Assignment:
Pull every line containing the word "General" from the records.

Supplied entries:
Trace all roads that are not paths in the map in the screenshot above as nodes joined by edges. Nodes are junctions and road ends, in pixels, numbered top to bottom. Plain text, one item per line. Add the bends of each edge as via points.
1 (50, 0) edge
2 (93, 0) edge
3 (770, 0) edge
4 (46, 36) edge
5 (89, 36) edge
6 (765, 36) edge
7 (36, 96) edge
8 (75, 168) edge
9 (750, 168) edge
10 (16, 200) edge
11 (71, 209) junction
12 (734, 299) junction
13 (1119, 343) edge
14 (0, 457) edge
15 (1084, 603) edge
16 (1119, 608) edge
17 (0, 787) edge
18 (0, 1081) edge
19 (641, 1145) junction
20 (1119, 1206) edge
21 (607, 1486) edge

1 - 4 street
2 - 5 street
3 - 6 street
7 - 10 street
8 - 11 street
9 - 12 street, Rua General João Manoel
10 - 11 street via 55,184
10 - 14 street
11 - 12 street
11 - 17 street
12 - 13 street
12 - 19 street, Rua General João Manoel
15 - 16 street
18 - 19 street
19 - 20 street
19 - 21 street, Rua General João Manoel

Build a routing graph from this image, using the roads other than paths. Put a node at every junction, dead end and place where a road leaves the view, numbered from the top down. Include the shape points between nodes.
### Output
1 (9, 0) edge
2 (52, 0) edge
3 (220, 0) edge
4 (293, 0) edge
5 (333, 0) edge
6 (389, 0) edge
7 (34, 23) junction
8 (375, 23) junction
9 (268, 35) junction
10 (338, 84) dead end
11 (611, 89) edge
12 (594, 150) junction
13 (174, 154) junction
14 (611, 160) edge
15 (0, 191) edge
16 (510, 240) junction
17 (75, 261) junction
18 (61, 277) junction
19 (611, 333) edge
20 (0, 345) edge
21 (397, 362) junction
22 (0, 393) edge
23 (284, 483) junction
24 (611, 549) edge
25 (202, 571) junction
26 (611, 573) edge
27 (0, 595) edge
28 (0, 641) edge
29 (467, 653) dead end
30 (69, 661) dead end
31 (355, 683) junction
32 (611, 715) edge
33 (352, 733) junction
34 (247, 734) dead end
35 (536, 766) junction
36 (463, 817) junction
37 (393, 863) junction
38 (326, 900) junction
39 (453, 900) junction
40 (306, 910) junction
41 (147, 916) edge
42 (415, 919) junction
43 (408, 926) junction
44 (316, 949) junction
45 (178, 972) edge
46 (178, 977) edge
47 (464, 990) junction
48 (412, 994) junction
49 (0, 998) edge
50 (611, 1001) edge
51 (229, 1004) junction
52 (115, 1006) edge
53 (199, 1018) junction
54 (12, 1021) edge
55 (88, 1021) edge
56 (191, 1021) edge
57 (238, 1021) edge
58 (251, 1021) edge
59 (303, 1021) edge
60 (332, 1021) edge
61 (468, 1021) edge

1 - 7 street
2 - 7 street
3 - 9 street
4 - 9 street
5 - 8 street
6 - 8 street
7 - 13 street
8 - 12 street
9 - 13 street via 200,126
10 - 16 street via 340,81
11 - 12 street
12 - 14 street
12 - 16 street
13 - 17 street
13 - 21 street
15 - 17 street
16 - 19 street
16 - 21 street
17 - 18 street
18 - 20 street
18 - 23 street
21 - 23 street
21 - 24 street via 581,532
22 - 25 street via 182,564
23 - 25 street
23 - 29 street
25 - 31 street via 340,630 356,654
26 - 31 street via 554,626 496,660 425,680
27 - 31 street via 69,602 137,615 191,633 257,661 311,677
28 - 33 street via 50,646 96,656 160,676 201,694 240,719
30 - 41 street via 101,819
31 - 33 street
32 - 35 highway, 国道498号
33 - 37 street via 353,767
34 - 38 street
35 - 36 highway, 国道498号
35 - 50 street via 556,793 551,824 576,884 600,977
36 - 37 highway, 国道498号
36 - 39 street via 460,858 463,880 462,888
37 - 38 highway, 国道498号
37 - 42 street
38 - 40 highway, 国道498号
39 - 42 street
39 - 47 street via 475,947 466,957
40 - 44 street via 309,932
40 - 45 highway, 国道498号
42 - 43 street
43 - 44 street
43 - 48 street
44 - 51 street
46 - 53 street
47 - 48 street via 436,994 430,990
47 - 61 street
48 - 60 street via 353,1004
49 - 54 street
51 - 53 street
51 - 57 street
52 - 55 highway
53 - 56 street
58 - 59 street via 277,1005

Solution below:
9 - 12 street, Rua General João Manoel
12 - 19 street, Rua General João Manoel
19 - 21 street, Rua General João Manoel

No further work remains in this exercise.